La hora seis de esa tarde había caído con sombras, y la batalla se libraría en una calle oscura detrás de la Catedral, en San Felipe. Los contrincantes eran de un instituto vocacional famoso por el talento de cuchilleros de sus estudiantes, residentes todos en barrios más bajos que el nuestro, donde se desayuna con un revólver sobre la mesa. Le dije a mi amigo que fuera adelante, mientras yo me vestía; pero lo que hice fue cerrar con siete llaves la quejosa puerta del cuarto de inquilinato, para encerrarme por mil años ahí si fuera necesario, hasta que pasara el peligro.
Hoy, viejos todos, nos reímos del episodio que gracias a Dios y a la Policía, no pasó de algunos moretones y uno que otro diente roto, y ellos nunca me recriminan por mi "sabia" decisión. Pero uno de ellos sí me confesó burlón que no entendía ese instinto de conservación mío porque, siendo yo pobre, parecía de millonario.
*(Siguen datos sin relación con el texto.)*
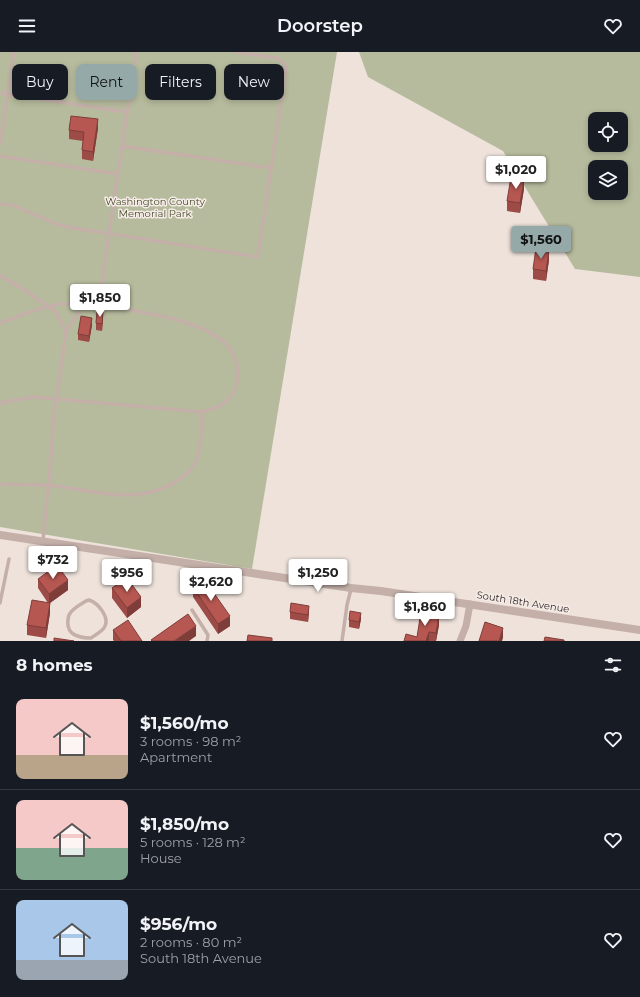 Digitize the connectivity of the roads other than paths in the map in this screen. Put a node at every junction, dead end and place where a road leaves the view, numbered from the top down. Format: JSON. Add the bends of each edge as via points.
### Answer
{"nodes":[{"id":1,"x":14,"y":52,"type":"edge"},
{"id":2,"x":136,"y":52,"type":"edge"},
{"id":3,"x":236,"y":52,"type":"edge"},
{"id":4,"x":0,"y":93,"type":"edge"},
{"id":5,"x":8,"y":94,"type":"junction"},
{"id":6,"x":127,"y":112,"type":"junction"},
{"id":7,"x":0,"y":144,"type":"edge"},
{"id":8,"x":122,"y":146,"type":"junction"},
{"id":9,"x":0,"y":156,"type":"edge"},
{"id":10,"x":271,"y":168,"type":"junction"},
{"id":11,"x":118,"y":174,"type":"junction"},
{"id":12,"x":0,"y":204,"type":"edge"},
{"id":13,"x":109,"y":234,"type":"junction"},
{"id":14,"x":0,"y":276,"type":"edge"},
{"id":15,"x":101,"y":288,"type":"junction"},
{"id":16,"x":86,"y":304,"type":"junction"},
{"id":17,"x":47,"y":306,"type":"junction"},
{"id":18,"x":100,"y":306,"type":"junction"},
{"id":19,"x":0,"y":323,"type":"edge"},
{"id":20,"x":66,"y":332,"type":"junction"},
{"id":21,"x":56,"y":398,"type":"junction"},
{"id":22,"x":0,"y":404,"type":"edge"},
{"id":23,"x":202,"y":412,"type":"junction"},
{"id":24,"x":0,"y":484,"type":"edge"},
{"id":25,"x":48,"y":486,"type":"junction"},
{"id":26,"x":0,"y":535,"type":"edge"},
{"id":27,"x":43,"y":542,"type":"junction"},
{"id":28,"x":9,"y":559,"type":"dead end"},
{"id":29,"x":351,"y":588,"type":"junction"},
{"id":30,"x":1,"y":591,"type":"edge"},
{"id":31,"x":0,"y":603,"type":"edge"},
{"id":32,"x":470,"y":604,"type":"junction"},
{"id":33,"x":192,"y":610,"type":"dead end"},
{"id":34,"x":640,"y":630,"type":"edge"},
{"id":35,"x":92,"y":640,"type":"edge"},
{"id":36,"x":207,"y":641,"type":"edge"},
{"id":37,"x":342,"y":641,"type":"edge"},
{"id":38,"x":460,"y":641,"type":"edge"}],
"edges":[{"from":1,"to":5,"type":"lane"},
{"from":2,"to":6,"type":"lane"},
{"from":3,"to":10,"type":"lane","via":[[277,58],[286,67]]},
{"from":4,"to":5,"type":"lane"},
{"from":5,"to":6,"type":"lane"},
{"from":5,"to":7,"type":"lane"},
{"from":6,"to":8,"type":"lane"},
{"from":8,"to":10,"type":"lane"},
{"from":8,"to":11,"type":"lane"},
{"from":9,"to":11,"type":"lane"},
{"from":10,"to":13,"type":"lane","via":[[258,257]]},
{"from":11,"to":13,"type":"lane"},
{"from":12,"to":13,"type":"lane","via":[[12,205],[65,226]]},
{"from":13,"to":15,"type":"lane"},
{"from":14,"to":17,"type":"lane"},
{"from":15,"to":16,"type":"lane"},
{"from":15,"to":18,"type":"lane"},
{"from":16,"to":17,"type":"lane"},
{"from":16,"to":18,"type":"lane"},
{"from":16,"to":20,"type":"lane","via":[[72,320]]},
{"from":17,"to":19,"type":"lane"},
{"from":17,"to":20,"type":"lane","via":[[56,312]]},
{"from":18,"to":23,"type":"lane","via":[[185,322],[211,333],[227,344],[236,358],[235,388],[224,403]]},
{"from":20,"to":21,"type":"lane"},
{"from":21,"to":22,"type":"lane","via":[[35,397]]},
{"from":21,"to":23,"type":"lane"},
{"from":21,"to":25,"type":"lane"},
{"from":23,"to":25,"type":"lane","via":[[201,435],[193,467],[164,489],[146,494],[119,495]]},
{"from":24,"to":25,"type":"lane"},
{"from":25,"to":27,"type":"lane"},
{"from":26,"to":27,"type":"street","name":"South 18th Avenue"},
{"from":27,"to":29,"type":"street","name":"South 18th Avenue"},
{"from":28,"to":30,"type":"lane"},
{"from":29,"to":32,"type":"street","name":"South 18th Avenue"},
{"from":29,"to":37,"type":"lane","via":[[346,605]]},
{"from":30,"to":31,"type":"lane"},
{"from":32,"to":34,"type":"street","name":"South 18th Avenue"},
{"from":32,"to":38,"type":"street"},
{"from":33,"to":36,"type":"lane","via":[[208,635]]},
{"from":35,"to":35,"type":"lane","via":[[104,628],[106,618],[97,603],[89,600],[72,611],[67,624],[70,632],[77,637]]}]}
Me explicó que ni los ricos ni los políticos de elite exponen el pellejo y, como yo, dejan que los demás arriesguen la vida, para ellos contar los cadáveres y escribir la historia, además de quedarse con la tierra, la plata y la gloria.
Y es cierto. ¿Cuántos adinerados o políticos influyentes han fallecido en nombre de Panamá? Ninguno que yo sepa. A algunos de ellos se les ha visto hombro a hombro con la gente común en momentos muy difíciles para el país; pero cuando se prende el rancho, los difuntos siempre han salido del mismo lado: del vientre maldito del arrabal.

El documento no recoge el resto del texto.